(Given data Opens)
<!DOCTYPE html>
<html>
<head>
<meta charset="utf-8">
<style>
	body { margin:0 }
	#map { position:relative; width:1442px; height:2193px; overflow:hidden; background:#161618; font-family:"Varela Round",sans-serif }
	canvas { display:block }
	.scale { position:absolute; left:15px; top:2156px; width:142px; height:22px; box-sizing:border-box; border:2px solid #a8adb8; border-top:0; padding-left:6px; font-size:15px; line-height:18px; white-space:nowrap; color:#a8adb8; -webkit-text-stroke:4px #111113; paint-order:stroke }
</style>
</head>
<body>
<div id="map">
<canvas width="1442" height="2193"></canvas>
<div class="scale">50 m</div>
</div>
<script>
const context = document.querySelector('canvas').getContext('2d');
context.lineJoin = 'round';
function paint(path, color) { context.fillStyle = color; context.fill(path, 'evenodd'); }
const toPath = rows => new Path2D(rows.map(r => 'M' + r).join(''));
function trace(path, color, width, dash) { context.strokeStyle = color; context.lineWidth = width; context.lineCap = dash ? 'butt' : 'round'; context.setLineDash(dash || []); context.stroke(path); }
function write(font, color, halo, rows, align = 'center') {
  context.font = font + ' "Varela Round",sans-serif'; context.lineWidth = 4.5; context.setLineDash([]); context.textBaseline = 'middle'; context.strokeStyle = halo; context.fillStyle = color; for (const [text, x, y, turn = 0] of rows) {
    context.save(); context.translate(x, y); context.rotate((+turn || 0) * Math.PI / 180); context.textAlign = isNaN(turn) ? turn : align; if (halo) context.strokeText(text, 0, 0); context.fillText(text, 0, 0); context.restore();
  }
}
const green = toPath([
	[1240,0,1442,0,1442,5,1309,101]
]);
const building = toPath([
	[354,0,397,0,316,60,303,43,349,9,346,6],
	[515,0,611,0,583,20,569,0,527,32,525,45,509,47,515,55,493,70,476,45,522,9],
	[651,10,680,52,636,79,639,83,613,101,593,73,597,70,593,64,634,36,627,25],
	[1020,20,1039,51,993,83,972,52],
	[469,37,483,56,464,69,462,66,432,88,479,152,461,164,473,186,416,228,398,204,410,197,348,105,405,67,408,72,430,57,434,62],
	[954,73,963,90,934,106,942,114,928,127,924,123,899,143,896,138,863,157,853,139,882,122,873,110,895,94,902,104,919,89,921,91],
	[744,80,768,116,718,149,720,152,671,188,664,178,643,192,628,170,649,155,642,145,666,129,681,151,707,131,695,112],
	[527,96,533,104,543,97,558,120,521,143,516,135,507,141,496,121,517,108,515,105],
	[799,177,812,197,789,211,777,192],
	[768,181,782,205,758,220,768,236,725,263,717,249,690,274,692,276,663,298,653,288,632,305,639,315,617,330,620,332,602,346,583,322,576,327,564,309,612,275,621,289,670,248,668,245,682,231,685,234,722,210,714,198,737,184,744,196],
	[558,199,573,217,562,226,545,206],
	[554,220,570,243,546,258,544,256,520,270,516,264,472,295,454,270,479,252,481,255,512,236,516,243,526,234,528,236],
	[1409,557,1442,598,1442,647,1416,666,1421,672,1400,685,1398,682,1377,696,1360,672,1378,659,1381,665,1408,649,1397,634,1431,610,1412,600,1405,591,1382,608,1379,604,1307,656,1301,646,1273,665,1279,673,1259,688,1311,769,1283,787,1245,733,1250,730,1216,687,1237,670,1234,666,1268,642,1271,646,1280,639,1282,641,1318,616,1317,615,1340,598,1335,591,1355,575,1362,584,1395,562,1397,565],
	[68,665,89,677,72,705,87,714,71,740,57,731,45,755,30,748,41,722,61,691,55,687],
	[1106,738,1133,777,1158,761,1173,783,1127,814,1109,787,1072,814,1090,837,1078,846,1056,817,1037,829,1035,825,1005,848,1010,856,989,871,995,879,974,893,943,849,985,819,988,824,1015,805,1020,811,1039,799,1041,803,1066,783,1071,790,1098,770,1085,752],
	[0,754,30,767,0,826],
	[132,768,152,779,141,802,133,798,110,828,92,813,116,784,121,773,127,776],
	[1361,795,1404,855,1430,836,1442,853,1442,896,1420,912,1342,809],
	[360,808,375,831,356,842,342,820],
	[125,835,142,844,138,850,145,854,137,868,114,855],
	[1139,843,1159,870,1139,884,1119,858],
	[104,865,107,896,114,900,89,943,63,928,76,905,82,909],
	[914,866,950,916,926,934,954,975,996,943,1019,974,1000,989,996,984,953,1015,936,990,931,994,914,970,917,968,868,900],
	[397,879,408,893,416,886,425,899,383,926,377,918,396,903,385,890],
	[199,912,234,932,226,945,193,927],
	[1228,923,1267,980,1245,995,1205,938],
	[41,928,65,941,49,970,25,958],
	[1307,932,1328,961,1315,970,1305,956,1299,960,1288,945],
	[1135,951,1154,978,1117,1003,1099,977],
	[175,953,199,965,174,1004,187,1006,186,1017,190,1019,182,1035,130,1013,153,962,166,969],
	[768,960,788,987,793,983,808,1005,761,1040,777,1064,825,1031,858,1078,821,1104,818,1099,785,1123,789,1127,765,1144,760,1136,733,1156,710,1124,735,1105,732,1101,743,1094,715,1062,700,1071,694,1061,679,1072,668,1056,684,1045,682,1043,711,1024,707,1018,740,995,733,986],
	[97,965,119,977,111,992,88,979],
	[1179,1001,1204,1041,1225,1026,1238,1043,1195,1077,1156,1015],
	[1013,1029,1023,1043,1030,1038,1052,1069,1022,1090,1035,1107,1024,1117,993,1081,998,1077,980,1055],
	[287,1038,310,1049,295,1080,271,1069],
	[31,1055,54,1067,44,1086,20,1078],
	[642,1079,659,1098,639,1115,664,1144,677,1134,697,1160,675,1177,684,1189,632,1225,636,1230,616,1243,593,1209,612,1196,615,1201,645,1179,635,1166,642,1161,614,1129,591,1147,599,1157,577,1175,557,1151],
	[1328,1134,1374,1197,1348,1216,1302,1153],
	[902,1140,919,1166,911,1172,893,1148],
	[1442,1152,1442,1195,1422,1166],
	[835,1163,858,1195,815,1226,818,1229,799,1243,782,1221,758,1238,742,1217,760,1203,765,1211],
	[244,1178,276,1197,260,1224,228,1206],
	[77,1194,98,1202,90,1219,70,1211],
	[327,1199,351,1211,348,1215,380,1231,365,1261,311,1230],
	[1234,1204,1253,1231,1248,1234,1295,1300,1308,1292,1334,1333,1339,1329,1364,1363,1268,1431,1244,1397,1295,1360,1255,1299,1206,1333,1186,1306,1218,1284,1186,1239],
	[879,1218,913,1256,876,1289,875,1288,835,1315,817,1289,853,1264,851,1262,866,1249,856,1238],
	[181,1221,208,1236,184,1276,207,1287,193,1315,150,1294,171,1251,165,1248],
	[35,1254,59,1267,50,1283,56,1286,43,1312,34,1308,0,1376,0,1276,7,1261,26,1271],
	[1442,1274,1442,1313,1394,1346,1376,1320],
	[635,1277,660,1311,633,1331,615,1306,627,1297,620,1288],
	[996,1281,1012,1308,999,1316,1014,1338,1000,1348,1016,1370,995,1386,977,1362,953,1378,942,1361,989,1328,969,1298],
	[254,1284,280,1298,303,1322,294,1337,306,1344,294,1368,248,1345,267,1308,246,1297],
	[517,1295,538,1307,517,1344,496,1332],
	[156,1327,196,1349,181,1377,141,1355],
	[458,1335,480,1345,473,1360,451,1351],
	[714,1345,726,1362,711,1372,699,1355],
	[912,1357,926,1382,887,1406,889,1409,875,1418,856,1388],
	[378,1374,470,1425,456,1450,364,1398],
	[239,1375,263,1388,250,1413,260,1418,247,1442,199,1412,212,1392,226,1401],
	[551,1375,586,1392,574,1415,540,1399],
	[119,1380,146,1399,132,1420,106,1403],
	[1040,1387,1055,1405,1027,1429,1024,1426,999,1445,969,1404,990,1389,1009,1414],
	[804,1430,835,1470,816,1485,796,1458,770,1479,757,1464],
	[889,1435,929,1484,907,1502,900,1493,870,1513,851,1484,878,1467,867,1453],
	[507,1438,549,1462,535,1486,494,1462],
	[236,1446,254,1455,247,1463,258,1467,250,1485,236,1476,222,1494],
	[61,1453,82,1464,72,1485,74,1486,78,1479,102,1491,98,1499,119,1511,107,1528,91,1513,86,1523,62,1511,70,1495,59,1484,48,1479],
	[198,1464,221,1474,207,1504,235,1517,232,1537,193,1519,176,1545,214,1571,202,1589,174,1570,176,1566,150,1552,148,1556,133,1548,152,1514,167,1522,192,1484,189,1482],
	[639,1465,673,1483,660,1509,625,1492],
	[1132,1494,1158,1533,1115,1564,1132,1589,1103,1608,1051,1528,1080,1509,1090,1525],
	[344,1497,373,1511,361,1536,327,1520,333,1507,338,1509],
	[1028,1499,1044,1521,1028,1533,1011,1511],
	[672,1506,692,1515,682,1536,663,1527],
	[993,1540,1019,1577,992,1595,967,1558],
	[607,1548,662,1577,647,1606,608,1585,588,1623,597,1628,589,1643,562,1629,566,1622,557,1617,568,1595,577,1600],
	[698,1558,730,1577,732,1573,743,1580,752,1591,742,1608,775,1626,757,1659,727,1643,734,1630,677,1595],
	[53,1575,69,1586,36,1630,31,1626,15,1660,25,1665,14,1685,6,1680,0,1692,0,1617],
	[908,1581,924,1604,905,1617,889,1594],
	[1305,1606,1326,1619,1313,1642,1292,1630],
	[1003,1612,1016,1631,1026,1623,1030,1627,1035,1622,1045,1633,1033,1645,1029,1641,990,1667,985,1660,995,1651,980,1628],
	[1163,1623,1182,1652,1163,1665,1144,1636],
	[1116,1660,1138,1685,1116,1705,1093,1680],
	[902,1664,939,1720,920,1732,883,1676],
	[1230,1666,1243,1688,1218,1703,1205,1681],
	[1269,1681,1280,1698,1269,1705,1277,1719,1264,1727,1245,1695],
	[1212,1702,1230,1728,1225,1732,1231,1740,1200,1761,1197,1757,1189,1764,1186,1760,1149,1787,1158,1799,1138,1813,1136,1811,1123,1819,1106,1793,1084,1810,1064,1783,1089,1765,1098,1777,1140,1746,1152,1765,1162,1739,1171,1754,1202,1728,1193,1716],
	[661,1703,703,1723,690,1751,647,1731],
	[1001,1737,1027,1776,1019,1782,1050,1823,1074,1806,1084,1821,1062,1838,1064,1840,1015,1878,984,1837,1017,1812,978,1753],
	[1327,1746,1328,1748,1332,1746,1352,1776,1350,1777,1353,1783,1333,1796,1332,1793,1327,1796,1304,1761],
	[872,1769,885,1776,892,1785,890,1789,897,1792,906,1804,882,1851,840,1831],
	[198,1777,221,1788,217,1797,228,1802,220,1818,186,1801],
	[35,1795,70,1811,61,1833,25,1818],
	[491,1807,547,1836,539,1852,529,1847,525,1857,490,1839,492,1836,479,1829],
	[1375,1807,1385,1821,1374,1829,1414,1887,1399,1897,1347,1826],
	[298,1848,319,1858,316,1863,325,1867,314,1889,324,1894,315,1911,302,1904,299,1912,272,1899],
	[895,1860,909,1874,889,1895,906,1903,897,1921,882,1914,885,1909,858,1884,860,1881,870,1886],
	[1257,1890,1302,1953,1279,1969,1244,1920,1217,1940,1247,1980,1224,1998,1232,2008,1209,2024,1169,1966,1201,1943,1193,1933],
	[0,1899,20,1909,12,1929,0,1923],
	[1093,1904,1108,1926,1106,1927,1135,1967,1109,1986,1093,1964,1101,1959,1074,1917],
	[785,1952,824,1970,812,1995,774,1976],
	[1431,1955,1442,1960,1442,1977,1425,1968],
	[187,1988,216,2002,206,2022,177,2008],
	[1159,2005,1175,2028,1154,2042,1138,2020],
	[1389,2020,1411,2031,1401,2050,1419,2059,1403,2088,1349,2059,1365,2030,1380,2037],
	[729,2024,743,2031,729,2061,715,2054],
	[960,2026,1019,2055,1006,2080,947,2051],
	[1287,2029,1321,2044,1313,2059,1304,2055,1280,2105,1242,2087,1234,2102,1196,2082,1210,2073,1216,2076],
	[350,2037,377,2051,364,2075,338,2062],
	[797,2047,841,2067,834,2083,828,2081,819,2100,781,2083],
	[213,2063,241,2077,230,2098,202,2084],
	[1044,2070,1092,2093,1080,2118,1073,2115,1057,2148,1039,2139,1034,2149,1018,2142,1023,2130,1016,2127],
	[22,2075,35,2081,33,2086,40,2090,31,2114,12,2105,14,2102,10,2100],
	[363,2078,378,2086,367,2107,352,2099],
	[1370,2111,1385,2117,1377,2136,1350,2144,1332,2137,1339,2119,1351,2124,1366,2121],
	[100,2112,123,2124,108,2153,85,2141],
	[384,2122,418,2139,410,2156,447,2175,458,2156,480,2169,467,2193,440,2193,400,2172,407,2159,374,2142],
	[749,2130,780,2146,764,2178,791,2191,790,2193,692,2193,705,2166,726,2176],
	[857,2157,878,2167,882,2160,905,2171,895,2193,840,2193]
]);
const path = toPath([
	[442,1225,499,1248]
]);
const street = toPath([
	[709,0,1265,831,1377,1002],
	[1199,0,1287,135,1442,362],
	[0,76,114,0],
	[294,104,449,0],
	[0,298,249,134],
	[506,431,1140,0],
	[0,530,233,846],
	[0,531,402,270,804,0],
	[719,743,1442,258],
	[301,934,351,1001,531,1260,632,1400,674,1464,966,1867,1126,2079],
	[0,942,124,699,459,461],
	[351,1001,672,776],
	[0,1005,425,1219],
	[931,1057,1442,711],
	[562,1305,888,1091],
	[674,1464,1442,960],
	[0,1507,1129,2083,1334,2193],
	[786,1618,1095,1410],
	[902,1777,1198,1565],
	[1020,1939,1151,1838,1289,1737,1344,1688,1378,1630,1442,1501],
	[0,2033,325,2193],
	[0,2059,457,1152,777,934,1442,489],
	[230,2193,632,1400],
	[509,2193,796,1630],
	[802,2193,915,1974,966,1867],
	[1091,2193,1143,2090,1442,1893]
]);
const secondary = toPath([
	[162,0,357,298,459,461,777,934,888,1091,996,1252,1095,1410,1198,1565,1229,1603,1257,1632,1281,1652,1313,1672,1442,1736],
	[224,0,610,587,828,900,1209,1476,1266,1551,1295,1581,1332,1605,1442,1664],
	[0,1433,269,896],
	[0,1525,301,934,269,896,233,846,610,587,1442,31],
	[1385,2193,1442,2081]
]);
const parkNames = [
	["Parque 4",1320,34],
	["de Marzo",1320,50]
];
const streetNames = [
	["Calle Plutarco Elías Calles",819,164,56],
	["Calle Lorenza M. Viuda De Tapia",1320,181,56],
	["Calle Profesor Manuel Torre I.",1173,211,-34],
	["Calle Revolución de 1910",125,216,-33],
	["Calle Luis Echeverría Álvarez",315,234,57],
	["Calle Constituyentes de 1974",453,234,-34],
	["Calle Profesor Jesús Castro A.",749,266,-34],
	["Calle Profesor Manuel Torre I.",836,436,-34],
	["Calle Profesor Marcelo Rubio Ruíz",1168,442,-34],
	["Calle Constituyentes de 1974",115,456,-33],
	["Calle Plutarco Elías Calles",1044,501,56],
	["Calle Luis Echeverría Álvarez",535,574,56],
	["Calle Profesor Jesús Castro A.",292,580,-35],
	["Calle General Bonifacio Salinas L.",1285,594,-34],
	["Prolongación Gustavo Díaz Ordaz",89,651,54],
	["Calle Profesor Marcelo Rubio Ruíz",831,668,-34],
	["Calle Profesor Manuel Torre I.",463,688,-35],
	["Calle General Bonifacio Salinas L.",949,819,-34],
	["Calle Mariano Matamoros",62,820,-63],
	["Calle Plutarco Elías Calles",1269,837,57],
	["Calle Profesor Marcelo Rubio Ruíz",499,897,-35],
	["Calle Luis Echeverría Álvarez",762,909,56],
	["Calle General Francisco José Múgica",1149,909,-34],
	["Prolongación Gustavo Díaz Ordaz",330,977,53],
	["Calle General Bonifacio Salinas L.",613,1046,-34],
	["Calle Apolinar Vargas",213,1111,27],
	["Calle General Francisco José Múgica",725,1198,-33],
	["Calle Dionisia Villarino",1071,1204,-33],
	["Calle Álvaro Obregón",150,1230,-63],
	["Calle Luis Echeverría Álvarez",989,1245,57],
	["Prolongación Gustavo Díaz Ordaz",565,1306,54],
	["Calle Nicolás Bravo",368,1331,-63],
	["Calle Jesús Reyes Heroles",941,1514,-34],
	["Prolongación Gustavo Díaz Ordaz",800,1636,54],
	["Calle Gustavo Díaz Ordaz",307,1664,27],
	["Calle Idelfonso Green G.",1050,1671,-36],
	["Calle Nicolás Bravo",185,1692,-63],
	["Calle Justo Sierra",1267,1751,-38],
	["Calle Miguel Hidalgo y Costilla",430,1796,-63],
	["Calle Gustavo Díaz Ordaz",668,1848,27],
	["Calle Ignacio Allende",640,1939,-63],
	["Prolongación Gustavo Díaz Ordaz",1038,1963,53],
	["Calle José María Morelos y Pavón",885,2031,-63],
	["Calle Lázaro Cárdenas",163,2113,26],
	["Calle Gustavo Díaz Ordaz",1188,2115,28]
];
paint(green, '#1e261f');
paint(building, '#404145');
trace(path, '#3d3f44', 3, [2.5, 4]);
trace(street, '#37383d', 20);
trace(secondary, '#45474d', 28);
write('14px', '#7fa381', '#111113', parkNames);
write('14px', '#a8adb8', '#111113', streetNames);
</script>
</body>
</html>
(Given data Closes)
### Work order
Review the preceding data and report every line that includes the string "function".

### Task solution
function paint(path, color) { context.fillStyle = color; context.fill(path, 'evenodd'); }
function trace(path, color, width, dash) { context.strokeStyle = color; context.lineWidth = width; context.lineCap = dash ? 'butt' : 'round'; context.setLineDash(dash || []); context.stroke(path); }
function write(font, color, halo, rows, align = 'center') {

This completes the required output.